• _Your goal_: The reply must consist of the lines from the first line of the records through the line containing "Please list the", copied exactly, with every picture omitted.

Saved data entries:
####################
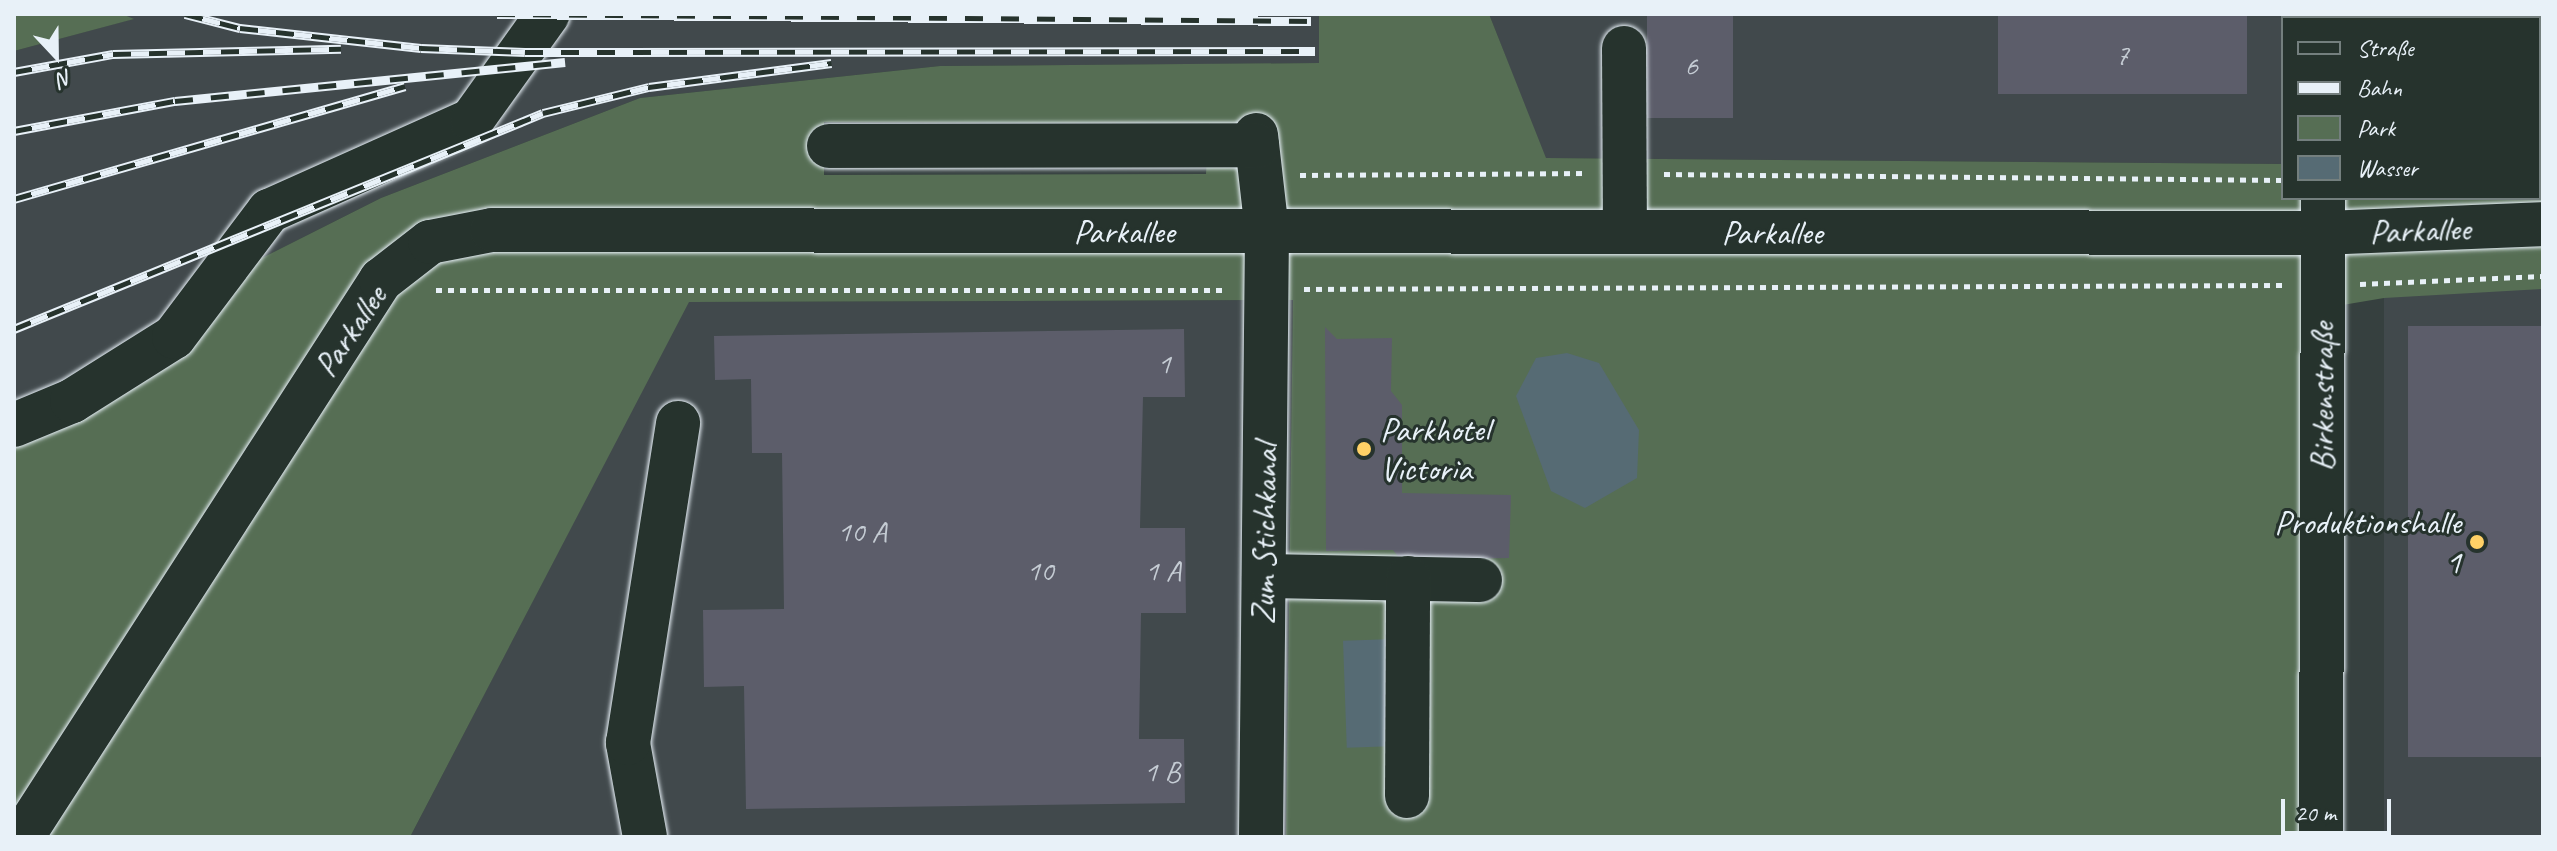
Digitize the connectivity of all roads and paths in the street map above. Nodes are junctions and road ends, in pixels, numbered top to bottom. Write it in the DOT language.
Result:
graph roads {
  1 [pos="548,14"];
  2 [pos="1624,48"];
  3 [pos="829,146"];
  4 [pos="1258,152"];
  5 [pos="1626,173"];
  6 [pos="2281,180"];
  7 [pos="2323,216"];
  8 [pos="2543,224"];
  9 [pos="1267,232"];
  10 [pos="1625,232"];
  11 [pos="2543,276"];
  12 [pos="2322,285"];
  13 [pos="1266,289"];
  14 [pos="425,290"];
  15 [pos="678,423"];
  16 [pos="14,425"];
  17 [pos="1264,576"];
  18 [pos="1408,578"];
  19 [pos="1480,580"];
  20 [pos="1407,796"];
  21 [pos="22,837"];
  22 [pos="645,837"];
  23 [pos="1261,837"];
  24 [pos="2321,837"];
  1 -- 16 [label="street"];
  2 -- 5 [label="street"];
  3 -- 4 [label="street"];
  4 -- 5 [label="path"];
  4 -- 9 [label="street, Zum Stichkanal"];
  5 -- 6 [label="path"];
  5 -- 10 [label="street"];
  7 -- 8 [label="street, Parkallee"];
  7 -- 10 [label="street, Parkallee"];
  7 -- 12 [label="street, Birkenstraße"];
  9 -- 10 [label="street, Parkallee"];
  9 -- 13 [label="street, Zum Stichkanal"];
  9 -- 21 [label="street, Parkallee"];
  11 -- 12 [label="path"];
  12 -- 13 [label="path"];
  12 -- 24 [label="street, Birkenstraße"];
  13 -- 14 [label="path"];
  13 -- 17 [label="street, Zum Stichkanal"];
  15 -- 22 [label="street"];
  17 -- 18 [label="street"];
  17 -- 23 [label="street, Zum Stichkanal"];
  18 -- 19 [label="street"];
  18 -- 20 [label="street"];
}
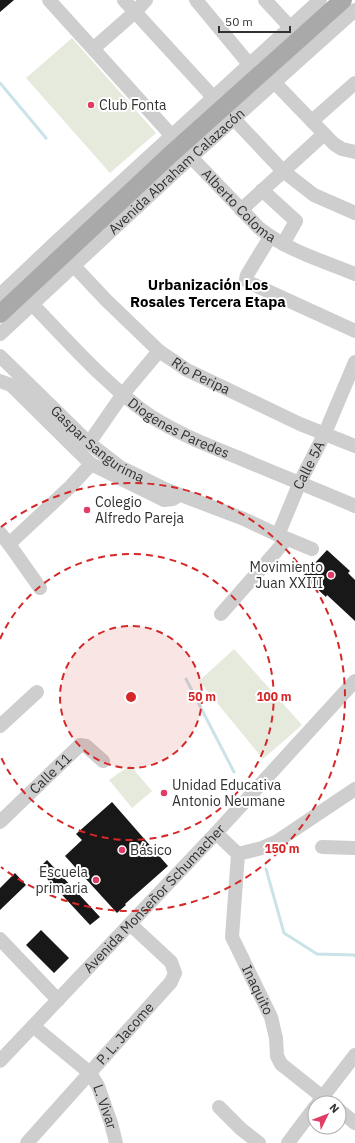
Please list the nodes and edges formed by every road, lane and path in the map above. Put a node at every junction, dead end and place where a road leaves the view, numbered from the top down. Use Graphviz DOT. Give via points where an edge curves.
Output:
graph roads {
  1 [pos="49,0"];
  2 [pos="124,0"];
  3 [pos="146,0"];
  4 [pos="196,0"];
  5 [pos="265,0"];
  6 [pos="320,0"];
  7 [pos="343,0"];
  8 [pos="355,10"];
  9 [pos="135,12"];
  10 [pos="290,27"];
  11 [pos="94,48"];
  12 [pos="249,64"];
  13 [pos="275,83"];
  14 [pos="355,83"];
  15 [pos="214,96"];
  16 [pos="234,119"];
  17 [pos="312,121"];
  18 [pos="324,134"];
  19 [pos="181,146"];
  20 [pos="355,152"];
  21 [pos="283,171"];
  22 [pos="262,190"];
  23 [pos="241,210"];
  24 [pos="355,212"];
  25 [pos="270,237"];
  26 [pos="283,244"];
  27 [pos="74,266"];
  28 [pos="355,274"];
  29 [pos="0,295"];
  30 [pos="32,304"];
  31 [pos="0,314"];
  32 [pos="355,330"];
  33 [pos="0,334"];
  34 [pos="159,350"];
  35 [pos="0,356"];
  36 [pos="355,362"];
  37 [pos="0,382"];
  38 [pos="350,390"];
  39 [pos="123,394"];
  40 [pos="325,433"];
  41 [pos="89,443"];
  42 [pos="355,446"];
  43 [pos="91,464"];
  44 [pos="300,482"];
  45 [pos="179,495"];
  46 [pos="355,506"];
  47 [pos="0,533"];
  48 [pos="283,537"];
  49 [pos="9,544"];
  50 [pos="312,549"];
  51 [pos="40,588"];
  52 [pos="221,614"];
  53 [pos="355,681"];
  54 [pos="37,692"];
  55 [pos="0,726"];
  56 [pos="103,761"];
  57 [pos="355,789"];
  58 [pos="0,822"];
  59 [pos="216,833"];
  60 [pos="322,847"];
  61 [pos="355,848"];
  62 [pos="238,854"];
  63 [pos="130,924"];
  64 [pos="0,939"];
  65 [pos="58,1000"];
  66 [pos="33,1026"];
  67 [pos="355,1055"];
  68 [pos="0,1061"];
  69 [pos="90,1074"];
  70 [pos="313,1095"];
  71 [pos="326,1095"];
  72 [pos="219,1107"];
  73 [pos="347,1116"];
  74 [pos="307,1119"];
  75 [pos="355,1123"];
  76 [pos="40,1137"];
  77 [pos="27,1143"];
  78 [pos="116,1143"];
  79 [pos="259,1143"];
  80 [pos="288,1143"];
  1 -- 11 [label="street, Alberto Coloma"];
  2 -- 9 [label="street"];
  3 -- 9 [label="street"];
  4 -- 12 [label="street"];
  5 -- 10 [label="street"];
  6 -- 10 [label="street, Avenida Abraham Calazacón"];
  7 -- 19 [label="main road, Avenida Abraham Calazacón"];
  8 -- 13 [label="street, Avenida Abraham Calazacón"];
  9 -- 11 [label="street"];
  9 -- 15 [label="street"];
  10 -- 12 [label="street, Avenida Abraham Calazacón"];
  11 -- 19 [label="street, Alberto Coloma"];
  12 -- 15 [label="street, Avenida Abraham Calazacón"];
  13 -- 16 [label="street, Avenida Abraham Calazacón"];
  13 -- 17 [label="street"];
  14 -- 17 [label="street"];
  15 -- 19 [label="street, Avenida Abraham Calazacón"];
  16 -- 19 [label="street, Avenida Abraham Calazacón"];
  16 -- 21 [label="street"];
  17 -- 18 [label="street"];
  18 -- 20 [label="street" via="342,149"];
  18 -- 21 [label="street"];
  19 -- 23 [label="street, Alberto Coloma"];
  19 -- 27 [label="street, Avenida Abraham Calazacón"];
  19 -- 29 [label="street, Avenida Abraham Calazacón" via="59,239"];
  19 -- 31 [label="main road, Avenida Abraham Calazacón"];
  21 -- 22 [label="street"];
  21 -- 24 [label="street" via="314,195"];
  22 -- 23 [label="street"];
  22 -- 26 [label="street" via="296,221"];
  23 -- 25 [label="street, Alberto Coloma"];
  25 -- 26 [label="street, Alberto Coloma"];
  25 -- 32 [label="street" via="247,275 248,282"];
  26 -- 28 [label="street, Alberto Coloma"];
  27 -- 30 [label="street, Avenida Abraham Calazacón"];
  27 -- 34 [label="street, Río Peripa"];
  30 -- 33 [label="street, Avenida Abraham Calazacón"];
  30 -- 39 [label="street, Diogenes Paredes"];
  34 -- 39 [label="street"];
  34 -- 40 [label="street, Río Peripa" via="188,370 300,424"];
  35 -- 41 [label="street, Gaspar Sangurima"];
  36 -- 38 [label="street, Calle 5A"];
  37 -- 43 [label="street" via="11,385"];
  38 -- 40 [label="street, Calle 5A"];
  39 -- 41 [label="street"];
  39 -- 44 [label="street, Diogenes Paredes" via="151,416 186,437"];
  40 -- 42 [label="street, Río Peripa"];
  40 -- 44 [label="street, Calle 5A"];
  41 -- 45 [label="street, Gaspar Sangurima" via="120,467"];
  43 -- 45 [label="street" via="164,500"];
  43 -- 49 [label="street"];
  44 -- 46 [label="street, Diogenes Paredes"];
  44 -- 48 [label="street, Calle 5A"];
  45 -- 48 [label="street, Gaspar Sangurima" via="244,519"];
  47 -- 49 [label="street"];
  48 -- 50 [label="street"];
  48 -- 52 [label="street"];
  49 -- 51 [label="street"];
  53 -- 59 [label="street, Avenida Monseñor Schumacher"];
  54 -- 55 [label="street"];
  56 -- 58 [label="street, Calle 11" via="86,746 80,745"];
  57 -- 62 [label="street" via="276,842"];
  59 -- 62 [label="street"];
  59 -- 63 [label="street, Avenida Monseñor Schumacher"];
  60 -- 61 [label="street"];
  62 -- 70 [label="street, Inaquito" via="232,937 271,1017 280,1064"];
  63 -- 65 [label="street, Avenida Monseñor Schumacher"];
  63 -- 69 [label="street, P. L. Jacome" via="171,962 175,973 171,982"];
  64 -- 65 [label="street"];
  65 -- 66 [label="street, Avenida Monseñor Schumacher"];
  66 -- 68 [label="street, Avenida Monseñor Schumacher"];
  66 -- 69 [label="street, L. Vivar"];
  67 -- 71 [label="street"];
  69 -- 76 [label="street, P. L. Jacome"];
  69 -- 78 [label="street, L. Vivar" via="98,1086"];
  72 -- 79 [label="street"];
  73 -- 75 [label="street"];
  74 -- 80 [label="street"];
  76 -- 77 [label="street, P. L. Jacome"];
}
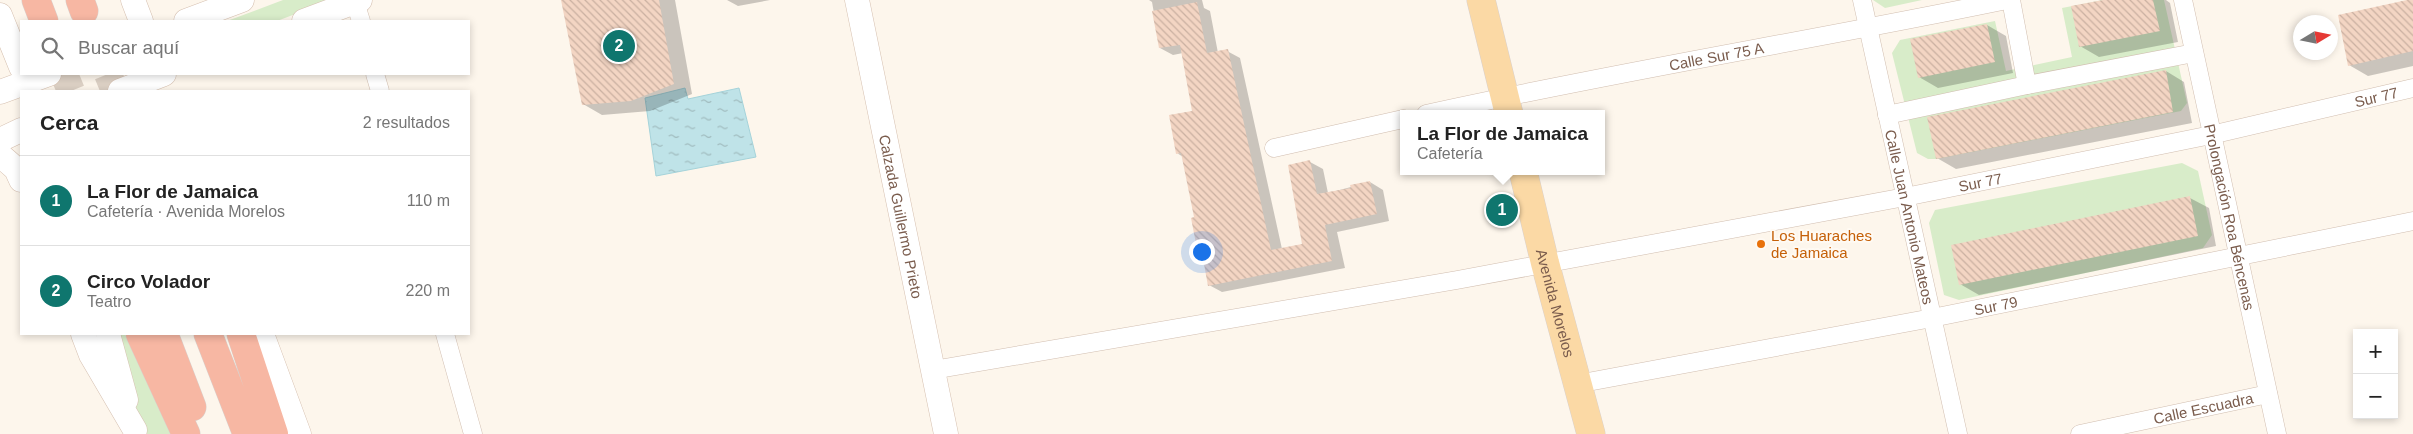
####################
• _Task solution_:
Digitize the connectivity of all roads and paths in the street map above. Nodes are junctions and road ends, in pixels, numbered top to bottom. Write it in the DOT language.
Result:
graph roads {
  1 [pos="548,14"];
  2 [pos="1624,48"];
  3 [pos="829,146"];
  4 [pos="1258,152"];
  5 [pos="1626,173"];
  6 [pos="2281,180"];
  7 [pos="2323,216"];
  8 [pos="2543,224"];
  9 [pos="1267,232"];
  10 [pos="1625,232"];
  11 [pos="2543,276"];
  12 [pos="2322,285"];
  13 [pos="1266,289"];
  14 [pos="425,290"];
  15 [pos="678,423"];
  16 [pos="14,425"];
  17 [pos="1264,576"];
  18 [pos="1408,578"];
  19 [pos="1480,580"];
  20 [pos="1407,796"];
  21 [pos="22,837"];
  22 [pos="645,837"];
  23 [pos="1261,837"];
  24 [pos="2321,837"];
  1 -- 16 [label="street"];
  2 -- 5 [label="street"];
  3 -- 4 [label="street"];
  4 -- 5 [label="path"];
  4 -- 9 [label="street, Zum Stichkanal"];
  5 -- 6 [label="path"];
  5 -- 10 [label="street"];
  7 -- 8 [label="street, Parkallee"];
  7 -- 10 [label="street, Parkallee"];
  7 -- 12 [label="street, Birkenstraße"];
  9 -- 10 [label="street, Parkallee"];
  9 -- 13 [label="street, Zum Stichkanal"];
  9 -- 21 [label="street, Parkallee"];
  11 -- 12 [label="path"];
  12 -- 13 [label="path"];
  12 -- 24 [label="street, Birkenstraße"];
  13 -- 14 [label="path"];
  13 -- 17 [label="street, Zum Stichkanal"];
  15 -- 22 [label="street"];
  17 -- 18 [label="street"];
  17 -- 23 [label="street, Zum Stichkanal"];
  18 -- 19 [label="street"];
  18 -- 20 [label="street"];
}
Please list the nodes and edges formed by every road, lane and path in the map above. Put a node at every junction, dead end and place where a road leaves the view, numbered from the top down. Use Graphviz DOT. Give via points where an edge curves.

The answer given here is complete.